Collected data entries
[Start of section]

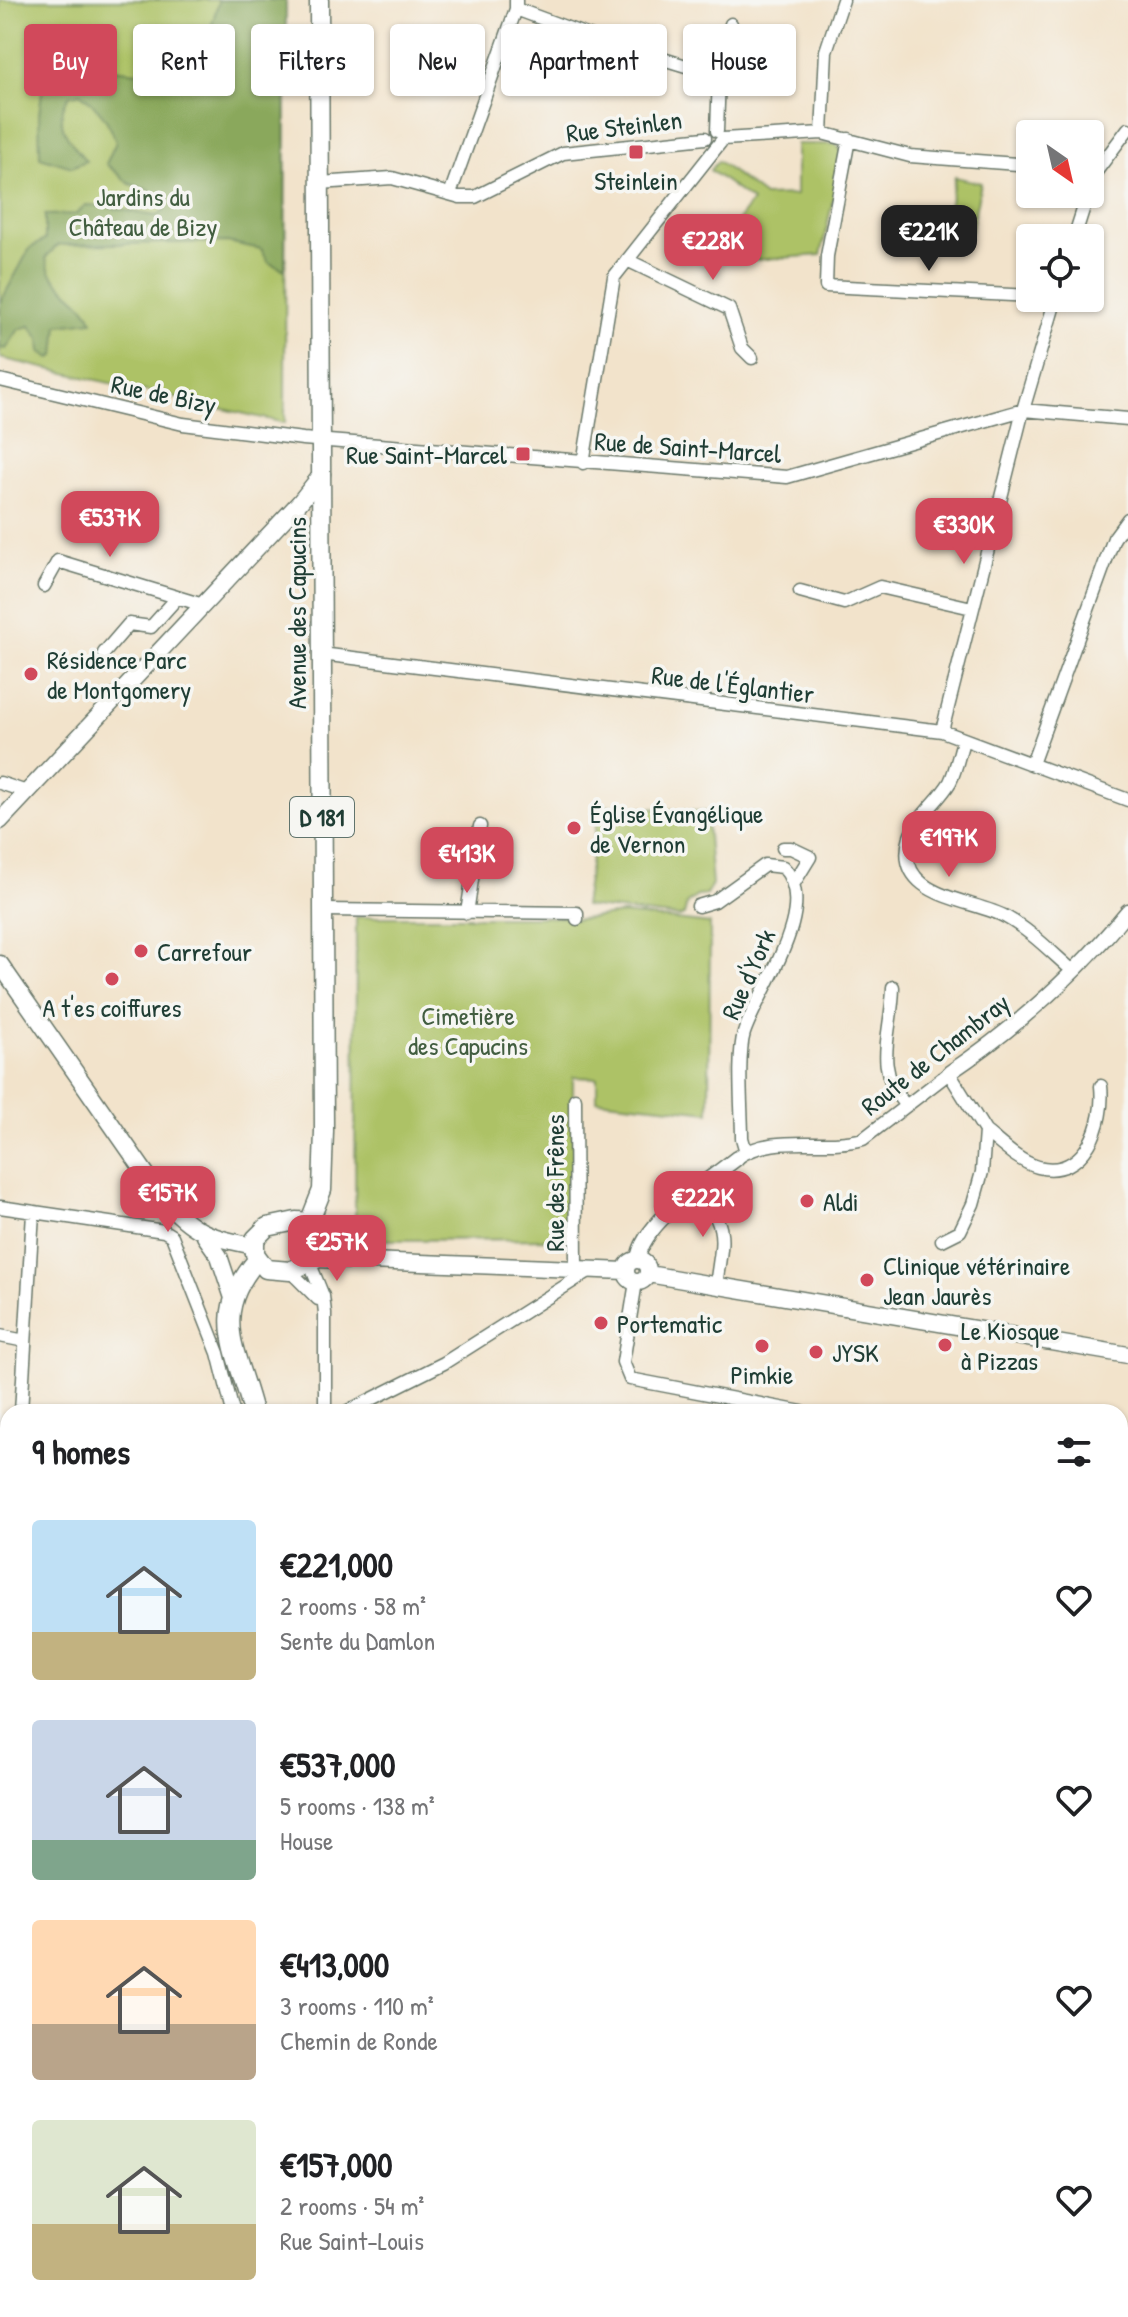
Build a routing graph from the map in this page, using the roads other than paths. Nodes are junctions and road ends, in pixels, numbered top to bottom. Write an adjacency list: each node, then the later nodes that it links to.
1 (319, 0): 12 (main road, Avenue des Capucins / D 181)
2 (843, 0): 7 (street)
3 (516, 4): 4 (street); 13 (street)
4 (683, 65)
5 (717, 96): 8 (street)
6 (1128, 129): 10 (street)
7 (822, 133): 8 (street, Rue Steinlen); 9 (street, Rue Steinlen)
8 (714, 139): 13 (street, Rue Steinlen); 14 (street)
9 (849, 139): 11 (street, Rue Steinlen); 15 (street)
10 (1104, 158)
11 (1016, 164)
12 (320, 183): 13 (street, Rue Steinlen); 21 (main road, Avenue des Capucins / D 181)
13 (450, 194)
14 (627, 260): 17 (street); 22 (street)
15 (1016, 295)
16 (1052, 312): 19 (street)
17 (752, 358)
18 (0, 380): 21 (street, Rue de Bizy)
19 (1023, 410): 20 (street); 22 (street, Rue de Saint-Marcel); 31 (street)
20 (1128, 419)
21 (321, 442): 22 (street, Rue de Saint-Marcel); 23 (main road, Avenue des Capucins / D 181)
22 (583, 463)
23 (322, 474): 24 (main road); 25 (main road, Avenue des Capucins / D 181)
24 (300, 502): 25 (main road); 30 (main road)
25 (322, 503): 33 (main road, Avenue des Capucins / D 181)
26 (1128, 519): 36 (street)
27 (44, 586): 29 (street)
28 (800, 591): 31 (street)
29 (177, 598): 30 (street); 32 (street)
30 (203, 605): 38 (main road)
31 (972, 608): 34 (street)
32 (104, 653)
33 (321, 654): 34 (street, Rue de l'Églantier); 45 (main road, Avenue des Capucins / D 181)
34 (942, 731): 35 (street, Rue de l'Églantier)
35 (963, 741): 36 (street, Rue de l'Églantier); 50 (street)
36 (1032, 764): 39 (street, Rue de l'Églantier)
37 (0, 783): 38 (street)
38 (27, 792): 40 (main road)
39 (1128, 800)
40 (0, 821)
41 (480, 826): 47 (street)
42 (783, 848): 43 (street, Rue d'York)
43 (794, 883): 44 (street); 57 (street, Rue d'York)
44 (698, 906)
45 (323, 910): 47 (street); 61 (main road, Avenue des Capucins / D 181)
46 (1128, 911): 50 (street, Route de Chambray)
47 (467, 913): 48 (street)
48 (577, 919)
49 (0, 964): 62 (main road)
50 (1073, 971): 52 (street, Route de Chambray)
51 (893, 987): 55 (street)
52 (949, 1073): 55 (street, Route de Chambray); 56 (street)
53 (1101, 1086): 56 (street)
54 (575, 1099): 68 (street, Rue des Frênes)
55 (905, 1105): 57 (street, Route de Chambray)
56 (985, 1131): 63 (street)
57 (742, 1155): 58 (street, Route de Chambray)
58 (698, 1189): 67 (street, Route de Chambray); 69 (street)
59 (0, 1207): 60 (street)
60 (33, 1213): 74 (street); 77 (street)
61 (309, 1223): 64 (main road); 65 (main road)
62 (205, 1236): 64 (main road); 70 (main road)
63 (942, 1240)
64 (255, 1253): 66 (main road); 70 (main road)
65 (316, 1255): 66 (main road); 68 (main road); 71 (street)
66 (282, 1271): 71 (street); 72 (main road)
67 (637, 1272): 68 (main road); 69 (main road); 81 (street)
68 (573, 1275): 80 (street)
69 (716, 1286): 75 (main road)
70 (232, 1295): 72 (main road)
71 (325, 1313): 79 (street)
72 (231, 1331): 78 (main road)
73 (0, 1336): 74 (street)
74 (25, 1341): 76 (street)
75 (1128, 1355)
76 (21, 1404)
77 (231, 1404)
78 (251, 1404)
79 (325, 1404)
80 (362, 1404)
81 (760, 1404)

[End of section]
[Start of section]

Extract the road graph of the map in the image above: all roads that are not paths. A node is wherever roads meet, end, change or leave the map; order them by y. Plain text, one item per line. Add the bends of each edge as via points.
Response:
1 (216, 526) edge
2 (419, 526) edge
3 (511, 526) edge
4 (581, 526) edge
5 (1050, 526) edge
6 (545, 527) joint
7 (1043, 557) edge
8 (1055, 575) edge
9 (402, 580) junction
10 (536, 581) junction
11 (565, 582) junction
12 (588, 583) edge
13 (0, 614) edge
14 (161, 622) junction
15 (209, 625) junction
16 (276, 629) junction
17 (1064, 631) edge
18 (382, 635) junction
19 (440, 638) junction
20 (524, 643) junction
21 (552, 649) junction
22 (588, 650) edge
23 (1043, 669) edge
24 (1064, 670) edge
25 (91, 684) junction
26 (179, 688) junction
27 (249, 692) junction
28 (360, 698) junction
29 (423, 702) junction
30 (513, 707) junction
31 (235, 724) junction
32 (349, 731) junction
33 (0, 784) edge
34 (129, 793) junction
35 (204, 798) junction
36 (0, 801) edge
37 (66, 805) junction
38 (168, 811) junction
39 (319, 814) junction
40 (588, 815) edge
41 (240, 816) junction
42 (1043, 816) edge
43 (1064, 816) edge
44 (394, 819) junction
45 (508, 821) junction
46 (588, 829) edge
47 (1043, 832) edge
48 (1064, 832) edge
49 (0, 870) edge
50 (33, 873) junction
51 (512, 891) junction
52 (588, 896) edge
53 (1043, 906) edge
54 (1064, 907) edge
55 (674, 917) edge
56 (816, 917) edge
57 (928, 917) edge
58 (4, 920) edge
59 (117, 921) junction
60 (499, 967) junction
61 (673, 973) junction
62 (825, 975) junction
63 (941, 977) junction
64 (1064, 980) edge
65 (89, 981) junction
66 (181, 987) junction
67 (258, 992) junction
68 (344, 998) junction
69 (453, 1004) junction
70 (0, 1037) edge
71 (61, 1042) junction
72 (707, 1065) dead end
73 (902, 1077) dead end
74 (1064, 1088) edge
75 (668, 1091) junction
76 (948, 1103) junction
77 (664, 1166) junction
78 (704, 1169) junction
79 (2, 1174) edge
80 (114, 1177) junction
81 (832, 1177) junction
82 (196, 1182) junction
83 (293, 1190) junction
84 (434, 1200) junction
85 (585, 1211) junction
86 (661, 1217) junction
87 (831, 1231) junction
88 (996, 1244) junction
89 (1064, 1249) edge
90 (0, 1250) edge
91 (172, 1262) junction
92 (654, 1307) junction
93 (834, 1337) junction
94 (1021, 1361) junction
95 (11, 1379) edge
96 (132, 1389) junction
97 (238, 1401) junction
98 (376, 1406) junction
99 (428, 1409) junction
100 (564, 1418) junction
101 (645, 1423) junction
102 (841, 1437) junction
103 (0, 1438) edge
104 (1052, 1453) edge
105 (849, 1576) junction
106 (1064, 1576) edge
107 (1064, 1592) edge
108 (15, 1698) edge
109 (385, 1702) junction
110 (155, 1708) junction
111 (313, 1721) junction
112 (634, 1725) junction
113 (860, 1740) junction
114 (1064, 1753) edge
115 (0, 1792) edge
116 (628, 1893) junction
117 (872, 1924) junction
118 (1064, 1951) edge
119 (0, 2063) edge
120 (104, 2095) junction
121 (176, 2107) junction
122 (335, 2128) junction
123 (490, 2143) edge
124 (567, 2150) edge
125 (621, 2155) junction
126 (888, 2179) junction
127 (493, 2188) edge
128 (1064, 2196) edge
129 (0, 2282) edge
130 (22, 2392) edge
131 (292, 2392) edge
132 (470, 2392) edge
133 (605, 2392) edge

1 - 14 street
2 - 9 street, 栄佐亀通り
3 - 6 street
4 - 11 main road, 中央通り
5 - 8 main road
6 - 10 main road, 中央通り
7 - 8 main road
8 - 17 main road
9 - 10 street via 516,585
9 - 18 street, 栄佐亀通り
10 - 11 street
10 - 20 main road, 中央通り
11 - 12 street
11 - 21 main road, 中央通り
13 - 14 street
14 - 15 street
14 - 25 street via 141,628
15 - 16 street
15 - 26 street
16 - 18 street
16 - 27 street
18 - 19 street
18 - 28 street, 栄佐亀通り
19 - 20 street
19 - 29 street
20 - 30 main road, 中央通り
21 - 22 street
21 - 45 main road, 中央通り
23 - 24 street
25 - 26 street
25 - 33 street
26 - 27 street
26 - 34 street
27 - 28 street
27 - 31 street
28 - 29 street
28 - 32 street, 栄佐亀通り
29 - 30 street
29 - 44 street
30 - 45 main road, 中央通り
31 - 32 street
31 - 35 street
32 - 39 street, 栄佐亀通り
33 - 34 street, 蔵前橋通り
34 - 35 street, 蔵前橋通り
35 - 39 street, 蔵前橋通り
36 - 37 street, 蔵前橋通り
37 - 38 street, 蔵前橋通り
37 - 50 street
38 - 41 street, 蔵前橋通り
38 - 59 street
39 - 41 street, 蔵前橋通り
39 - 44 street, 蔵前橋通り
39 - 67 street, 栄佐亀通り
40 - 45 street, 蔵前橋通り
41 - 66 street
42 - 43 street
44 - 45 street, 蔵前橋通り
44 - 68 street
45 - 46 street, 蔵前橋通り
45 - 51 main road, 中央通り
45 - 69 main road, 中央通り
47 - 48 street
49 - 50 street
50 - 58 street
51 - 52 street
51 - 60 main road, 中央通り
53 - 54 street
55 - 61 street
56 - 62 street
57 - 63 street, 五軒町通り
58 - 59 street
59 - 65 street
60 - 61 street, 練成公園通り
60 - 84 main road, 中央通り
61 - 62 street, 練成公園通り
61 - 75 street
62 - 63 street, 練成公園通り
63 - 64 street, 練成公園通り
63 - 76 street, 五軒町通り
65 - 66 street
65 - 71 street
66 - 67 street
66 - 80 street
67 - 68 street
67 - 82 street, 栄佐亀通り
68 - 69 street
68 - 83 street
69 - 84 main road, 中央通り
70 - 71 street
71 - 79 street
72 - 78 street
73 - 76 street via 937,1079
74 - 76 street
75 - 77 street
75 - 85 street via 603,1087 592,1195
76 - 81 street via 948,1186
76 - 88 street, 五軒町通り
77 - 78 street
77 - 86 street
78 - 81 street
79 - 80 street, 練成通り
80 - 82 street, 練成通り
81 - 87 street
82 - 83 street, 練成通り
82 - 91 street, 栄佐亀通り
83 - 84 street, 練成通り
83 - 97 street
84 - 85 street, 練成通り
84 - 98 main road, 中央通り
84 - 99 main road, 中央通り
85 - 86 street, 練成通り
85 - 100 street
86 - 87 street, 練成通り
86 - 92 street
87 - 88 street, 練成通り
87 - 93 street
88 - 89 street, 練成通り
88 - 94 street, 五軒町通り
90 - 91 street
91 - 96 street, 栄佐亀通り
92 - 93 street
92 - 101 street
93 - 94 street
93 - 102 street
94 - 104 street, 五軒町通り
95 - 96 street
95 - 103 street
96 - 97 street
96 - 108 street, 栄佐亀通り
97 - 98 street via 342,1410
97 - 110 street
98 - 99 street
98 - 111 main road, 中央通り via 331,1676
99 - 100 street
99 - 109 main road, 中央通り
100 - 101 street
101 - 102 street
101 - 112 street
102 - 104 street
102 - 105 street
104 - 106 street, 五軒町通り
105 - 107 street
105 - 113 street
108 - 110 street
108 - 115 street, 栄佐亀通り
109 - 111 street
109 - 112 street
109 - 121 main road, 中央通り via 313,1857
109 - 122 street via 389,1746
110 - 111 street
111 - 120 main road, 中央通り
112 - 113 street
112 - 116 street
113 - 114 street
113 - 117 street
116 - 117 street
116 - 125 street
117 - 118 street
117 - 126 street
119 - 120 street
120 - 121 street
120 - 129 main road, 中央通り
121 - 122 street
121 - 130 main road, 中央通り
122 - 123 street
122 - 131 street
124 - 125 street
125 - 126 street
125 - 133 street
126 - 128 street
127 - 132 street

[End of section]

▸ Work instructions: From the records above, pick out and copy each line holding the word "Marcel".

▸ Exercise answer:
19 (1023, 410): 20 (street); 22 (street, Rue de Saint-Marcel); 31 (street)
21 (321, 442): 22 (street, Rue de Saint-Marcel); 23 (main road, Avenue des Capucins / D 181)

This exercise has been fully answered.